TASK TO CARRY OUT: For the listing below, state how many lines include "Lacey". The number alone is the answer.

╭─ EXTRACTED INFORMATION

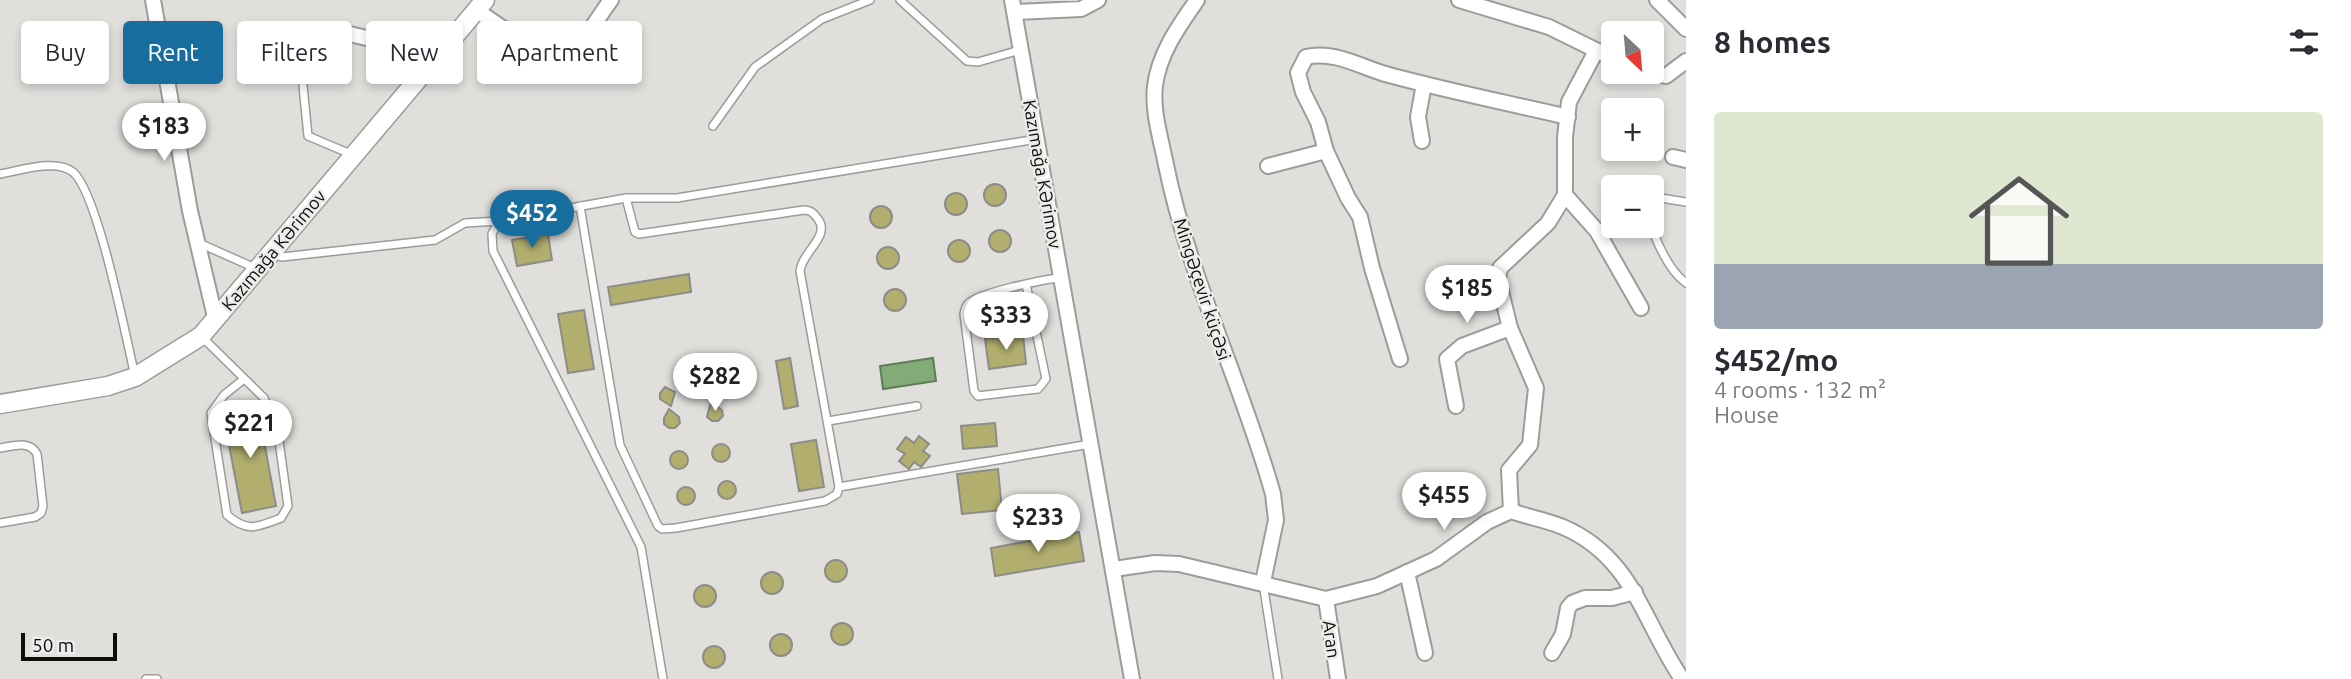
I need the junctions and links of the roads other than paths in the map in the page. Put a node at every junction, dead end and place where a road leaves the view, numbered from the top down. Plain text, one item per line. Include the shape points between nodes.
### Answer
1 (153, 0) edge
2 (611, 0) edge
3 (870, 0) edge
4 (900, 0) edge
5 (1098, 0) edge
6 (1197, 0) edge
7 (1460, 0) edge
8 (1657, 0) edge
9 (480, 5) edge
10 (1013, 6) edge
11 (463, 25) edge
12 (1686, 29) edge
13 (1021, 50) junction
14 (1596, 51) junction
15 (1601, 53) edge
16 (1686, 61) edge
17 (1664, 76) edge
18 (413, 84) edge
19 (1424, 84) junction
20 (303, 86) dead end
21 (1568, 117) junction
22 (713, 126) dead end
23 (1037, 139) junction
24 (1422, 141) dead end
25 (1325, 151) junction
26 (353, 155) junction
27 (1268, 166) dead end
28 (0, 174) edge
29 (1565, 195) junction
30 (626, 198) junction
31 (1664, 198) edge
32 (1686, 202) edge
33 (580, 206) junction
34 (499, 221) junction
35 (1657, 238) edge
36 (198, 243) junction
37 (270, 253) junction
38 (257, 269) junction
39 (1062, 278) junction
40 (1686, 283) edge
41 (1026, 284) junction
42 (1641, 308) dead end
43 (215, 317) junction
44 (1510, 328) junction
45 (201, 336) junction
46 (1400, 359) dead end
47 (135, 376) junction
48 (244, 379) junction
49 (0, 404) edge
50 (917, 406) dead end
51 (1456, 406) dead end
52 (828, 421) junction
53 (1091, 443) junction
54 (0, 448) edge
55 (839, 486) junction
56 (1511, 510) junction
57 (0, 523) edge
58 (1114, 569) junction
59 (1407, 572) junction
60 (1263, 582) junction
61 (1635, 592) junction
62 (1326, 599) junction
63 (1425, 653) dead end
64 (1552, 653) dead end
65 (146, 679) edge
66 (157, 679) edge
67 (663, 679) edge
68 (1132, 679) edge
69 (1278, 679) edge
70 (1338, 679) edge
71 (1682, 679) edge

1 - 36 street
2 - 9 street via 573,51 551,61
3 - 22 lane via 822,19 755,67
4 - 13 lane via 967,61
5 - 10 street via 1081,9
6 - 60 street, Mingəçevir küçəsi via 1165,51 1155,85 1156,115 1185,240 1273,495 1276,520
7 - 14 street via 1549,27
8 - 12 street
9 - 11 street, Kazımağa Kərimov
10 - 13 street, Kazımağa Kərimov
13 - 23 street, Kazımağa Kərimov
14 - 15 street
14 - 21 street via 1569,102
16 - 17 street
18 - 26 street, Kazımağa Kərimov
19 - 21 street
19 - 24 street via 1418,117
19 - 25 street via 1332,56 1306,57 1298,73
20 - 26 lane via 307,134
21 - 29 street
23 - 30 lane via 677,198
23 - 39 street, Kazımağa Kərimov
25 - 27 street
25 - 46 street via 1360,217
26 - 37 street, Kazımağa Kərimov
28 - 47 lane via 61,166 84,186
29 - 42 street via 1597,231
29 - 44 street via 1548,223 1500,268 1498,279
30 - 33 lane
30 - 52 lane via 630,221 639,234 804,210 813,213 823,228 800,271
31 - 32 lane
33 - 34 lane
33 - 55 lane via 620,444 657,526 676,528 825,500 837,494
34 - 37 lane via 466,223 435,240 282,257
34 - 67 lane via 492,234 493,251 641,547
35 - 40 lane via 1678,278
36 - 38 lane
36 - 43 street
37 - 38 street, Kazımağa Kərimov
38 - 43 street, Kazımağa Kərimov
39 - 41 lane
39 - 53 street, Kazımağa Kərimov
41 - 41 lane via 968,304 964,314 978,396 1044,385
43 - 45 street, Kazımağa Kərimov
44 - 51 street via 1462,346 1447,359
44 - 56 street via 1537,399 1530,445 1509,470
45 - 47 street, Kazımağa Kərimov
45 - 48 lane
47 - 49 street, Kazımağa Kərimov via 108,386
48 - 48 lane via 264,398 278,434 288,506 281,518 258,527 240,526 227,515 211,413
50 - 52 lane
52 - 55 lane
53 - 55 lane
53 - 58 street, Kazımağa Kərimov
54 - 57 lane via 33,447 43,506 35,517
56 - 59 street via 1436,559
56 - 61 street via 1562,526 1598,547
58 - 60 street via 1179,564
58 - 68 street, Kazımağa Kərimov
59 - 62 street via 1377,586
59 - 63 street
60 - 62 street
60 - 69 lane
61 - 64 street via 1572,603
61 - 71 street
62 - 70 street, Aran
65 - 66 lane

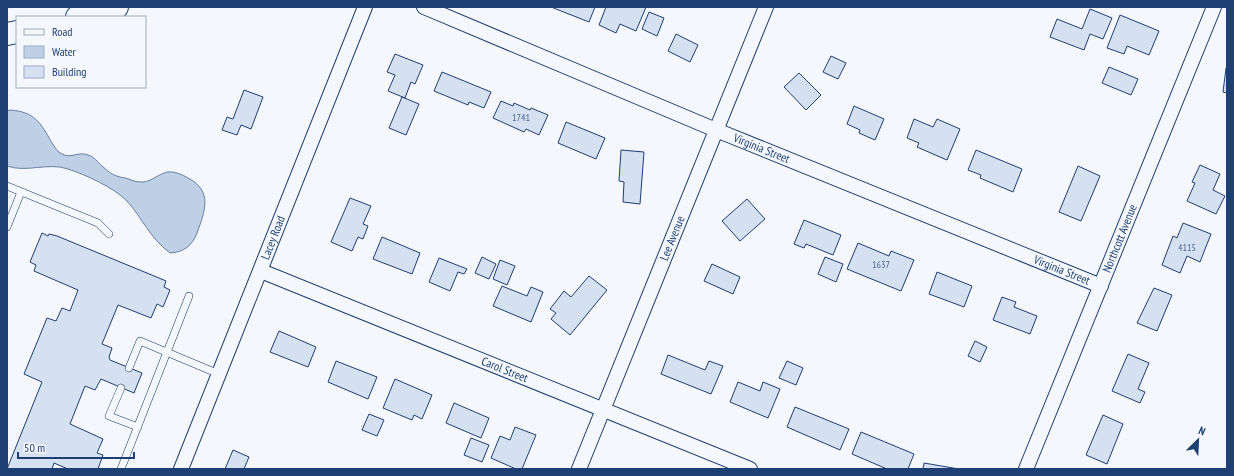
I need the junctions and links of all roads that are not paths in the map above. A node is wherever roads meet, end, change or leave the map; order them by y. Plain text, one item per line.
1 (117, 7) edge
2 (365, 7) edge
3 (424, 7) edge
4 (766, 7) edge
5 (1214, 7) edge
6 (81, 16) edge
7 (716, 130) junction
8 (7, 186) edge
9 (22, 192) junction
10 (7, 227) edge
11 (109, 234) dead end
12 (261, 271) junction
13 (1101, 286) junction
14 (189, 296) dead end
15 (167, 352) junction
16 (129, 368) dead end
17 (219, 374) junction
18 (121, 388) dead end
19 (603, 409) junction
20 (138, 427) junction
21 (121, 469) edge
22 (181, 469) edge
23 (579, 469) edge
24 (750, 469) edge
25 (1026, 469) edge

1 - 6 highway
2 - 12 street, Lacey Road
3 - 7 street, Virginia Street
4 - 7 street, Lee Avenue
5 - 13 street, Northcott Avenue
7 - 13 street, Virginia Street
7 - 19 street, Lee Avenue
8 - 9 lane
9 - 10 lane
9 - 11 lane
12 - 17 street, Lacey Road
12 - 19 street, Carol Street
13 - 25 street, Northcott Avenue
14 - 15 lane
15 - 16 lane
15 - 17 lane
15 - 20 lane
17 - 22 street, Lacey Road
18 - 20 lane
19 - 23 street, Lee Avenue
19 - 24 street, Carol Street
20 - 21 lane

╰─

RESULT FOR THIS TASK: 3